Uma destas ações é a “Gaymada”, um campeonato de queimada que procura desmistificar o universo trans, trazendo para o jogo todos que quiserem participar. O evento, que sempre acontece em praças à luz do dia, já chegou a sua terceira edição.

“Elas (travestis) sempre existiram, sempre estiveram aí, mas era um universo que ficava muito preso à noite e as pessoas criavam os estereótipos em cima disso. Como se toda travesti só vivesse à noite, como se todo gay só tivesse na boate. Tem família, tem trabalho. A noite é um dos momentos da vida dessas figuras. Se vocês nunca prestaram atenção, abram seus olhos e vejam”, disse David.

Nos dias dos jogos, o grupo chega sempre montado com perucas, cílios postiços e muito bom humor.

“A gente não vai fazer como meninos. Como inserí-las (travestis) e ainda fazer um campeonato? Todo mundo é afetado pela ‘Gaymada’. Além disso, tem uma rede social que amplia assim (estala os dedos) demais”, contou Rafael Lucas Bacelar.

Outro espetáculo do grupo é “No Soy Um Maricón” em que são apresentados quatro pocket-shows, cada um com quinze minutos de duração.

Eles narram a história de travestis desde a busca pela fama até a decadência. Mas a ideia é transformar o palco em uma festa e convidar o público a participar.

“Neste espetáculo a gente se deparou com situações um pouco complicadas. Em determinados momentos, as pessoas se sentiam no direito de passar a mão na gente. Isso mostra como as pessoas confundem e enxergam a travesti como um objeto sexualizado. Então, a gente teve que mostrar para as pessoas que ‘não, se eu coloco um vestido, isso não te dá o direito de passar a mão em mim’. É quase uma reeducação”, disse David.

Muitas travestis já viram os trabalhos da Toda Deseo e as opiniões delas, segundo o coletivo, são divididas.

“A reação é bacana por parte de muitas pessoas, mas também recebemos críticas não tão positivas, o que pra gente também é importante porque a gente trabalha com essa temática e a gente não é travesti. Então o nosso lugar de fala é outro. Ele é o do ator, ele é o da arte, ele é o do teatro. Nós queremos que elas nos entendam e entendam o nosso ponto de vista, de onde parte o nosso trabalho”.

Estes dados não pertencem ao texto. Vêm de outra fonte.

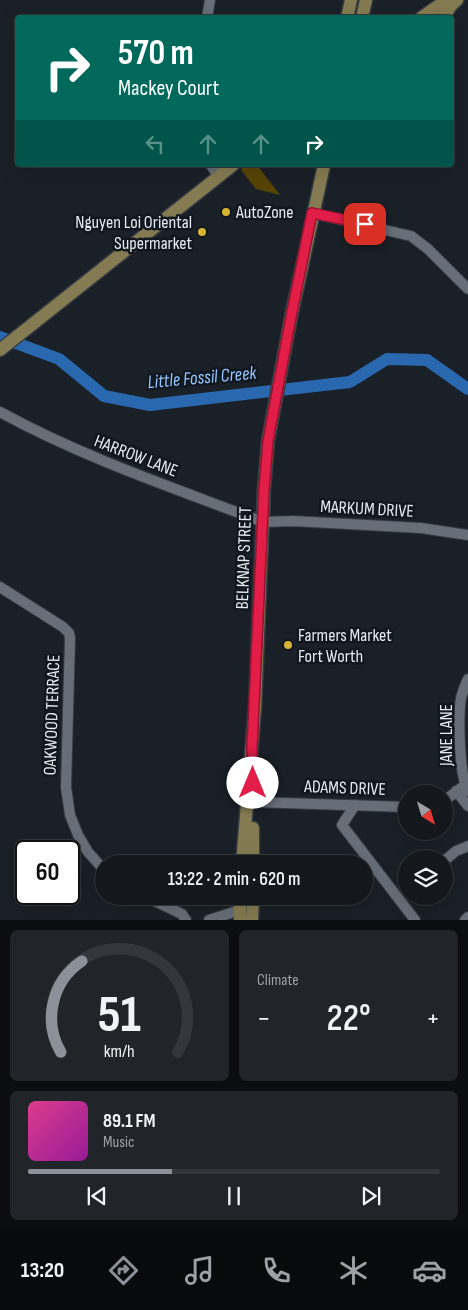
<!DOCTYPE html>
<html lang="en">
<head>
<meta charset="utf-8">
<style>
  body { margin:0; font-family:"Sofia Sans Condensed",sans-serif; background:#21252a; color:#f1f3f6; height:100vh; display:flex; flex-direction:column; font-size:19px; white-space:nowrap }
  * { box-sizing:border-box; margin:0 }
  p { font-size:16px; color:#9da0a4 }
  .icon { flex:none; width:28px; height:28px; fill:none; stroke:currentColor; stroke-width:2; stroke-linecap:round; stroke-linejoin:round }
  .map { position:relative; height:920px; overflow:hidden }
  .details { display:flex; flex-direction:column; gap:10px; padding:10px; background:#0b0d10; flex:1 }
  .details>* { flex:none }
  .banner { position:absolute; left:15px; top:15px; width:439px; height:152px; border-radius:5px; box-shadow:0 5px 20px #0002,0 0 0 1px #33373b; background:#00695c; color:#fff; overflow:hidden }
  .needle { width:32px; rotate:142deg }
  .controls { position:absolute; left:398px; top:785px; display:grid; gap:10px }
  .controls a { display:grid; place-items:center; width:55px; height:55px; border-radius:50%; background:#14181d; box-shadow:0 5px 20px #0002,0 0 0 1px #33373b; font-size:25px }
  .speed { position:absolute; left:15px; top:840px; display:flex; gap:10px; font-size:25px; font-weight:700; text-align:center }
  .speed>* { display:grid; place-content:center; width:65px; height:65px; border-radius:50%; background:#14181d; box-shadow:0 5px 20px #0002,0 0 0 1px #33373b; line-height:1 }
  .speed .limit { border:2px solid #111; border-radius:8px; background:#fff; color:#111 }
  .pin { position:absolute; display:grid; place-items:center; width:42px; height:42px; color:#fff; margin:-21px; border-radius:10px; box-shadow:0 2px 8px #0006 }
  .me { position:absolute; width:55px; margin:-28px; rotate:0deg; stroke-linejoin:round; filter:drop-shadow(0 0 4px #0008) }
  .turn { display:flex; align-items:center; gap:18px; height:105px; padding:0 20px; font-size:22px }
  .turn .icon { width:65px; height:65px; stroke-width:2.5 }
  .turn b { display:block; font-size:35px; line-height:42px }
  .lanes { display:flex; align-items:center; height:48px; padding:0 20px; background:#0003; justify-content:center; gap:25px; direction:ltr }
  .lanes .off { opacity:.35 }
  .big { font-size:38px; font-weight:600; line-height:1.1 }
  .details .widget { flex:1; display:flex; flex-direction:column; justify-content:center; gap:8px; min-width:0; padding:0 18px; border-radius:8px; background:#21252a }
  .details .dial { align-items:center; gap:0 }
  .dial svg { height:130px; overflow:visible; fill:none; stroke:#33373b; stroke-width:7; stroke-linecap:round; text-anchor:middle }
  .dial text { fill:#f1f3f6; stroke:none }
  .song { display:flex; align-items:center; gap:15px }
  .cover { width:60px; height:60px; border-radius:8px; background:linear-gradient(135deg,hsl(330 70% 55%),hsl(300 70% 35%)) }
  .played { height:5px; border-radius:2px; background:linear-gradient(90deg,#8c9099 35%,#33373b 35%) }
  .keys { display:flex; justify-content:space-around; direction:ltr }
  .heat { display:flex; justify-content:space-between; align-items:center; font-size:28px; direction:ltr }
  .details .tiles { flex:1; display:grid; gap:10px; grid-template-columns:1fr 1fr }
  .widget:last-child { grid-column:span 2 }
  .trip { position:absolute; left:95px; top:855px; width:278px; height:50px; border-radius:25px; background:#14181d; box-shadow:0 5px 20px #0002,0 0 0 1px #33373b; font-weight:600; line-height:50px; text-align:center }
  .dock { display:flex; height:80px; justify-content:space-around; align-items:center; background:#080a0c; color:#9da0a4 }
  .dock .icon { width:35px; height:35px }
  .dock .current { color:#8c9099 }
  .dock b { font-size:22px; color:#f1f3f6 }
  .map>svg:first-child { display:block }
  .green { fill:#554405 }
  .lines { fill:none; stroke-linecap:round; stroke-linejoin:round }
  .river { stroke:#2968ae; stroke-width:12 }
  .minor-casing { stroke:#363b41; stroke-width:12 }
  .major-casing { stroke:#363b41; stroke-width:15 }
  .minor { stroke:#666e77; stroke-width:10 }
  .major { stroke:#857b52; stroke-width:12 }
  .route-casing { stroke:#92132f; stroke-width:12 }
  .route { stroke:#e11d48; stroke-width:9 }
  .poi-dot { fill:#d8b434; stroke:#11171e; stroke-width:2 }
  .labels { text-anchor:middle; dominant-baseline:central; stroke-width:5; stroke-linejoin:round; paint-order:stroke }
  .poi-label { font-size:18px; fill:#e5e9ef; stroke:#11171e; text-anchor:start }
  .street-label { font-size:18px; fill:#e5e9ef; stroke:#11171e }
  .water-label { font-size:19px; font-style:italic; fill:#94c3fc; stroke:#11171e }
</style>
</head>
<body>
<div class="map">
<svg width="468" height="920" viewBox="0 0 468 920">
  <rect width="100%" height="100%" fill="#1a2027"/>
  <!-- green -->
  <path class="green" d="M244,165H257L280,195L256,189L241,170Z"/>
  <g class="lines">
    <!-- river -->
    <path class="river" d="M0,337L59,359L104,396L150,405L350,382L387,359L427,360L468,389"/>
    <defs>
      <g id="minor">
        <path d="M207,18L210,0"/>
        <path d="M211,165L218,176"/>
        <path d="M312,213L411,236L428,249L468,289"/>
        <path d="M0,412C84,458 174,488 263,522L293,521L421,528L468,535"/>
        <path d="M0,587L63,627L69,633L70,638L66,787L70,815L78,835L88,852L104,870"/>
        <path d="M468,679C465,685 463,691 461,698C458,717 459,775 468,791"/>
        <path d="M456,791L468,806"/>
        <path d="M444,801L465,785"/>
        <path d="M253,802L406,807"/>
        <path d="M355,805L342,825L415,920"/>
        <path d="M444,861L456,851L468,846"/>
        <path d="M144,896L182,914L186,920"/>
        <path d="M209,920L240,910"/>
        <path d="M465,920L468,917"/>
      </g>
      <g id="major">
        <path d="M347,18L351,0"/>
        <path d="M362,18L366,0"/>
        <path d="M421,18L438,6L450,5"/>
        <path d="M442,18C448,13 448,6 457,0"/>
        <path d="M0,350L233,165"/>
        <path d="M242,864L255,708L264,490L268,441L291,317L324,165"/>
        <path d="M253,864V828"/>
        <path d="M240,920V896"/>
        <path d="M252,920L253,896"/>
      </g>
    </defs>
    <!-- minor casing -->
    <use href="#minor" class="minor-casing"/>
    <!-- major casing -->
    <use href="#major" class="major-casing"/>
    <!-- minor -->
    <use href="#minor" class="minor"/>
    <!-- major -->
    <use href="#major" class="major"/>
  </g>
  <g class="lines">
    <defs>
      <path id="route" d="M253,783L252,748L264,490L268,441L291,317L312,213L365,224"/>
    </defs>
    <!-- route casing -->
    <use href="#route" class="route-casing"/>
    <!-- route -->
    <use href="#route" class="route"/>
  </g>
  <!-- markers -->
  <g class="poi-dot">
    <circle cx="226" cy="212" r="5"/>
    <circle cx="202" cy="232" r="5"/>
    <circle cx="288" cy="645" r="5"/>
  </g>
  <g class="labels">
    <!-- poi labels -->
    <g class="poi-label">
      <text x="236" y="212">AutoZone</text>
      <text x="192" y="222" text-anchor="end">Nguyen Loi Oriental<tspan x="192" dy="21">Supermarket</tspan></text>
      <text x="298" y="635">Farmers Market<tspan x="298" dy="21">Fort Worth</tspan></text>
    </g>
    <!-- street labels -->
    <g class="street-label">
      <text transform="translate(136 456) rotate(21)">HARROW LANE</text>
      <text transform="translate(367 509) rotate(3)">MARKUM DRIVE</text>
      <text transform="translate(244 558) rotate(-88)">BELKNAP STREET</text>
      <text transform="translate(52 715) rotate(-88)">OAKWOOD TERRACE</text>
      <text transform="translate(446 735) rotate(-90)">JANE LANE</text>
      <text transform="translate(345 788) rotate(2)">ADAMS DRIVE</text>
    </g>
    <!-- water labels -->
    <g class="water-label">
      <text transform="translate(202 378) rotate(-5)">Little Fossil Creek</text>
    </g>
  </g>
</svg>
<div class="controls">
<a><svg class="needle" viewBox="-14 -14 28 28"><path d="M0-13l5 13h-10z" fill="#e53935"/><path d="M0 13l5-13h-10z" fill="#9da0a4"/></svg></a>
<a><svg class="icon" aria-label="layers" viewBox="0 0 24 24"><path d="M12 4l9 5-9 5-9-5zM3 14l9 5 9-5"/></svg></a>
</div>
<div class="speed"><div class="limit">60</div></div>
<div class="pin" style="left:365px;top:224px;background:#d93025"><svg class="icon" aria-label="arrive" viewBox="0 0 24 24"><path d="M6 21V4h12l-3 4 3 4H6"/></svg></div>
<svg class="me" style="left:253px;top:783px" viewBox="-20 -20 40 40"><circle r="19" fill="#fff"/><path d="M0-13L10 11 0 6-10 11z" fill="#e11d48"/></svg>
<div class="trip">13:22 · 2 min · 620 m</div>
<div class="banner">
<div class="turn"><svg class="icon" aria-label="right" viewBox="0 0 24 24"><path d="M7 20v-9h11M14 6l5 5-5 5"/></svg><div><b>570 m</b>Mackey Court</div></div>
<div class="lanes"><svg class="icon off" aria-label="left" viewBox="0 0 24 24"><path d="M17 20v-9H6M10 6l-5 5 5 5"/></svg><svg class="icon off" aria-label="ahead" viewBox="0 0 24 24"><path d="M12 20V5M6 11l6-6 6 6"/></svg><svg class="icon off" aria-label="ahead" viewBox="0 0 24 24"><path d="M12 20V5M6 11l6-6 6 6"/></svg><svg class="icon" aria-label="right" viewBox="0 0 24 24"><path d="M7 20v-9h11M14 6l5 5-5 5"/></svg></div>
</div>
</div>
<section class="details">
<div class="tiles">
<div class="widget dial"><svg viewBox="0 0 100 80">
<path d="M14 69A42 42 0 1 1 86 69"/>
<path d="M14 69A42 42 0 0 1 27 13" stroke="#8c9099"/>
<text x="50" y="56" font-size="32" font-weight="700">51</text>
<text x="50" y="72" font-size="11">km/h</text>
</svg></div>
<div class="widget"><p>Climate</p>
<div class="heat"><a>−</a><b class="big">22°</b><a>+</a></div>
</div>
<div class="widget">
<div class="song"><i class="cover"></i><div><b>89.1 FM</b><p>Music</p></div></div>
<div class="played"></div>
<div class="keys"><svg class="icon" aria-label="previous" viewBox="0 0 24 24"><path d="M18 5L8 12l10 7zM5 5v14"/></svg><svg class="icon" aria-label="pause" viewBox="0 0 24 24"><path d="M8 5v14M16 5v14"/></svg><svg class="icon" aria-label="next" viewBox="0 0 24 24"><path d="M6 5l10 7-10 7zM19 5v14"/></svg></div>
</div>
</div>
</section>
<nav class="dock">
<b>13:20</b>
<svg class="icon current" aria-label="directions" viewBox="0 0 24 24"><path d="M12 3l9 9-9 9-9-9zM9 14v-3h6M13 9l2 2-2 2"/></svg>
<svg class="icon" aria-label="music" viewBox="0 0 24 24"><path d="M9 18V5l10-2v13"/><circle cx="6" cy="18" r="3"/><circle cx="16" cy="16" r="3"/></svg>
<svg class="icon" aria-label="phone" viewBox="0 0 24 24"><path d="M5 4h4l2 5-3 2q2 4 5 5l2-3 5 2v4C11 20 4 13 5 4z"/></svg>
<svg class="icon" aria-label="climate" viewBox="0 0 24 24"><path d="M12 3v18M4 7l16 10M4 17L20 7"/></svg>
<svg class="icon" aria-label="car" viewBox="0 0 24 24"><path d="M5 17H2v-5l4-1 3-4h7l3 4 3 1v5h-3M9 17h6M6 11h13"/><circle cx="7" cy="17" r="2"/><circle cx="17" cy="17" r="2"/></svg>
</nav>
</body>
</html>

Cristal Lopez entendeu. A travesti é figurinha fácil nos ensaios do grupo e nos campeonatos de “Gaymada”. Ela também foi convidada para participar do próximo espetáculo da Toda Deseo.

“Acho ótimo quando as pessoas que não tem vivência trans são sensíveis a esse assunto”, disse.

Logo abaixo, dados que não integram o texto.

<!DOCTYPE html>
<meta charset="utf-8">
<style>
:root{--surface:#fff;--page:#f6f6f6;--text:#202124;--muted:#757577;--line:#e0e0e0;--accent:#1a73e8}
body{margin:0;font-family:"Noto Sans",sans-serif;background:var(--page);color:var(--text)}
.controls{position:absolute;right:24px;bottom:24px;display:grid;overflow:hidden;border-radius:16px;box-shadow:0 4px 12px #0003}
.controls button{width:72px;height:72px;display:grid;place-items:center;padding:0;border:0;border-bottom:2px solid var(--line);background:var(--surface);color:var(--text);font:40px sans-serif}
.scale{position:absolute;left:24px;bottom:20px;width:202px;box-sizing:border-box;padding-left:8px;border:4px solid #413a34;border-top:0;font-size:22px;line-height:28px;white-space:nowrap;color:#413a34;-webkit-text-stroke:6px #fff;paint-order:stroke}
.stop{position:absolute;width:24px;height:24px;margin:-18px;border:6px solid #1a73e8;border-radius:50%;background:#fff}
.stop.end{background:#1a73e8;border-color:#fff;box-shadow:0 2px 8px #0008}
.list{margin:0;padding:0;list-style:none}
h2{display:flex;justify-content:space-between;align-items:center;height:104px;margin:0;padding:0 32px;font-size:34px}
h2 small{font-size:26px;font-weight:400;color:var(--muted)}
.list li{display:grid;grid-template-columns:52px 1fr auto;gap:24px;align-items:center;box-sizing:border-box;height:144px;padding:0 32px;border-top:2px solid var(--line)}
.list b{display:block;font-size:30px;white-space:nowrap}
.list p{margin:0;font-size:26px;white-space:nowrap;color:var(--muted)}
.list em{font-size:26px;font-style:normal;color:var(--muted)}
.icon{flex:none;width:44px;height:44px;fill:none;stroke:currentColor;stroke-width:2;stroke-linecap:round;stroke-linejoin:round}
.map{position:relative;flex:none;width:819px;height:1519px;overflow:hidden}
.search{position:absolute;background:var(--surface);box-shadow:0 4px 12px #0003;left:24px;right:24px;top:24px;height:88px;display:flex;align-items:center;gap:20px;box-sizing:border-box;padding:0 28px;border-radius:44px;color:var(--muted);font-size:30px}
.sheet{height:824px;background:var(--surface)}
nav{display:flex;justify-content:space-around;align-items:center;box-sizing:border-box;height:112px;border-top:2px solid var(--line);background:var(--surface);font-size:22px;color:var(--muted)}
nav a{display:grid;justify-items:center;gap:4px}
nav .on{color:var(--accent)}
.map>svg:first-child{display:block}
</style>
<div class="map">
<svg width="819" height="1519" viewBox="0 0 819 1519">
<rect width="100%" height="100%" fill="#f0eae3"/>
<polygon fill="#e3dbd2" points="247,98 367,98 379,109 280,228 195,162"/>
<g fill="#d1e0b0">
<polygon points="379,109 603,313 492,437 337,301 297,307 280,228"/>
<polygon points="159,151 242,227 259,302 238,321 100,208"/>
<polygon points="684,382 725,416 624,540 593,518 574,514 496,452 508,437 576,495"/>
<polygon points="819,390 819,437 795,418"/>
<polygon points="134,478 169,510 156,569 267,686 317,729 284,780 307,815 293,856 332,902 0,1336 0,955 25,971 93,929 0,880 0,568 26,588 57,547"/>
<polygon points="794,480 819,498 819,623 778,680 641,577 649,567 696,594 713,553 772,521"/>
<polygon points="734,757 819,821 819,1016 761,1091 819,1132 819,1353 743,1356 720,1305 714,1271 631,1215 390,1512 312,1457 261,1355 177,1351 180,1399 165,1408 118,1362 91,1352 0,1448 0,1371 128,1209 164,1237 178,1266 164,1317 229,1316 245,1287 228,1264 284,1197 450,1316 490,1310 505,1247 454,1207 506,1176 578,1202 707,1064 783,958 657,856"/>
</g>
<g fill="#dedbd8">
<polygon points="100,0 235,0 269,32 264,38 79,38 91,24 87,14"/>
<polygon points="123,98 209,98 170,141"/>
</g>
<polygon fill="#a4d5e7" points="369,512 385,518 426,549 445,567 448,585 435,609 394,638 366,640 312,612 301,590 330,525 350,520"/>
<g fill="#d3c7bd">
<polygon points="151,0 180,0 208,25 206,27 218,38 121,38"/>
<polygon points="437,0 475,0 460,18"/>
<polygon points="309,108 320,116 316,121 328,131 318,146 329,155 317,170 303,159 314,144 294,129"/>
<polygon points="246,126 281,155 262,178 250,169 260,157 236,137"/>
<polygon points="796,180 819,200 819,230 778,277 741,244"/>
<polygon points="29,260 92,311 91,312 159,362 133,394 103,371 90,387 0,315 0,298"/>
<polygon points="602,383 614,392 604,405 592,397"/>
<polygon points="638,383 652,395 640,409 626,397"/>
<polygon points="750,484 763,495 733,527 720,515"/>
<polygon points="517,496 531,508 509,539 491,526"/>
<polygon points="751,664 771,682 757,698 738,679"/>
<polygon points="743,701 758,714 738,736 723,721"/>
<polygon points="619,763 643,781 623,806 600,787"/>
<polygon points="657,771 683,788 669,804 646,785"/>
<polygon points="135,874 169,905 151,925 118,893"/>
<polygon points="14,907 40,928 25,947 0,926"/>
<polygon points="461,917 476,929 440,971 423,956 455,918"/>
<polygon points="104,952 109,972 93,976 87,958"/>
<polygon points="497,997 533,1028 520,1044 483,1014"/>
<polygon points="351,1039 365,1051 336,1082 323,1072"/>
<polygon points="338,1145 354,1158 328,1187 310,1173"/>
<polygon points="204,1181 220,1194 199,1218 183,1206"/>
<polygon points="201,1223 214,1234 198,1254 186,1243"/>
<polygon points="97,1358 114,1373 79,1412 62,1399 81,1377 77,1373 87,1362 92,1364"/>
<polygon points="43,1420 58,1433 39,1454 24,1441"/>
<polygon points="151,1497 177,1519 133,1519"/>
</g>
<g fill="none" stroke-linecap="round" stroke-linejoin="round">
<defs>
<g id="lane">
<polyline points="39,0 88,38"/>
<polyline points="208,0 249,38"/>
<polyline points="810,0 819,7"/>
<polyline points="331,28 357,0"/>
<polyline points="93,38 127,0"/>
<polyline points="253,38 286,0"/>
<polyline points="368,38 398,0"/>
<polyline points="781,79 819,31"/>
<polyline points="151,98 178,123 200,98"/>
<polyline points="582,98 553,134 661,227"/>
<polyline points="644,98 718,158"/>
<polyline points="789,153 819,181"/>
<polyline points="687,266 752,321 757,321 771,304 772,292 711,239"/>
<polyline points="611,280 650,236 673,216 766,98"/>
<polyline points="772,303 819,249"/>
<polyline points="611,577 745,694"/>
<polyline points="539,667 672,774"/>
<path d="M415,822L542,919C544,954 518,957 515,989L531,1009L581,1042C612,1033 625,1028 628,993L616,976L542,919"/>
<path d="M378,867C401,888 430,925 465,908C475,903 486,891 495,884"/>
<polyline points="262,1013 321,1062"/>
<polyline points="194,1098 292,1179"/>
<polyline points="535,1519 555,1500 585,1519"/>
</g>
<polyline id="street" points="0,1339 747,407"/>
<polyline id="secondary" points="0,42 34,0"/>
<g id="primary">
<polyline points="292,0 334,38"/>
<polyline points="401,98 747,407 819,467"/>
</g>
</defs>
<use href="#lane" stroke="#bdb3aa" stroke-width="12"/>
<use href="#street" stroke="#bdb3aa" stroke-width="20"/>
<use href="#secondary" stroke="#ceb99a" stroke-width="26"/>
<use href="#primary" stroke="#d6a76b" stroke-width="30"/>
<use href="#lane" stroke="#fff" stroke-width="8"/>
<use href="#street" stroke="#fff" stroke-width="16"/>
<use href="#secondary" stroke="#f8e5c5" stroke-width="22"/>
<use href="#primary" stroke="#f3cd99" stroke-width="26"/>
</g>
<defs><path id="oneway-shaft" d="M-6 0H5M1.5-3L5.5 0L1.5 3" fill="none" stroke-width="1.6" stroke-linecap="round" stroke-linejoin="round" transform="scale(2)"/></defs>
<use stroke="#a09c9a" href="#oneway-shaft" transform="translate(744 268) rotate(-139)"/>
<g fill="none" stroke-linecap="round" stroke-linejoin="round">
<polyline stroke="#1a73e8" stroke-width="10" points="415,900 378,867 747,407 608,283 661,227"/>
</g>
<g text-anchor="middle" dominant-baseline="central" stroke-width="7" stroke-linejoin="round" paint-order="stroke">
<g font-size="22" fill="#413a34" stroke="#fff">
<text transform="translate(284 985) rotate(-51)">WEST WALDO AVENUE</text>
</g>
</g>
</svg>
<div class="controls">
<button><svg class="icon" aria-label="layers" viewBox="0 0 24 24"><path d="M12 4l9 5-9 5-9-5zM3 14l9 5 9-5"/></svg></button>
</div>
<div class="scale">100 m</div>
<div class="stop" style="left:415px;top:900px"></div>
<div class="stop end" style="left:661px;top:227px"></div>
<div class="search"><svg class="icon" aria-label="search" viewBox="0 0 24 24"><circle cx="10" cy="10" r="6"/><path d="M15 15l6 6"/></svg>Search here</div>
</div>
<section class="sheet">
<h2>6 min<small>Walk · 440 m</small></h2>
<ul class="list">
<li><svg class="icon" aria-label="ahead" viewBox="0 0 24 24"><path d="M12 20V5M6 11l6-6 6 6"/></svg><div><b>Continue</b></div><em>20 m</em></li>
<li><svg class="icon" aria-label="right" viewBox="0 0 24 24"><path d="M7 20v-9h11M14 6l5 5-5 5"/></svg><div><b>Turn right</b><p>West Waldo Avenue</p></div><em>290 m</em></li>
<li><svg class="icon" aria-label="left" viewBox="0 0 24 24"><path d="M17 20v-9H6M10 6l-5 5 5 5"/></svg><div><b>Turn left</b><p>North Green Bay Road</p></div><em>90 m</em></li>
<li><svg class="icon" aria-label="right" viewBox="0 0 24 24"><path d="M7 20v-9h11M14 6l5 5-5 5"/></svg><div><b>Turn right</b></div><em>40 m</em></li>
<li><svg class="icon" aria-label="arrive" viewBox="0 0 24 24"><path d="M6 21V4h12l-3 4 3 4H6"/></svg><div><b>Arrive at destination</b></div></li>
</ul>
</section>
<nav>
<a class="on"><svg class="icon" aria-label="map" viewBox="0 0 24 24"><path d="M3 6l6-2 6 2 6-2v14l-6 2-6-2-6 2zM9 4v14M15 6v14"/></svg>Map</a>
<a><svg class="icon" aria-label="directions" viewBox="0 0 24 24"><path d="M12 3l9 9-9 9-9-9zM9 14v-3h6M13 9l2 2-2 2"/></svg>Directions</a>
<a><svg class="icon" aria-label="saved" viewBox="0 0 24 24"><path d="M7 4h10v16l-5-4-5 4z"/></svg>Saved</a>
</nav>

O grupo evolui e reage de acordo com as mudanças e discussões sobre os direitos das travestis.  “Hoje é uma coisa, amanhã morrem cinco, cai uma lei, sobe mais uma lei, nosso trabalho é dinâmico”, disse Rafael. “Nós somos arte-ativistas”, completou David.

Violência
O último assassinato de travesti registrado na Região Metropolitana foi no dia 21 de outubro. Ela foi morta em Contagem, na Região Metropolitana de Belo Horizonte. De acordo com a Polícia Militar (PM), a travesti fazia programa na Avenida Babita Camargos, no bairro Cidade Industrial, quando um homem chegou em um carro branco e a chamou.

Ela foi em direção ao veículo, se abaixou na altura do vidro e foi baleada no lado esquerdo do peito. A vítima morreu no local.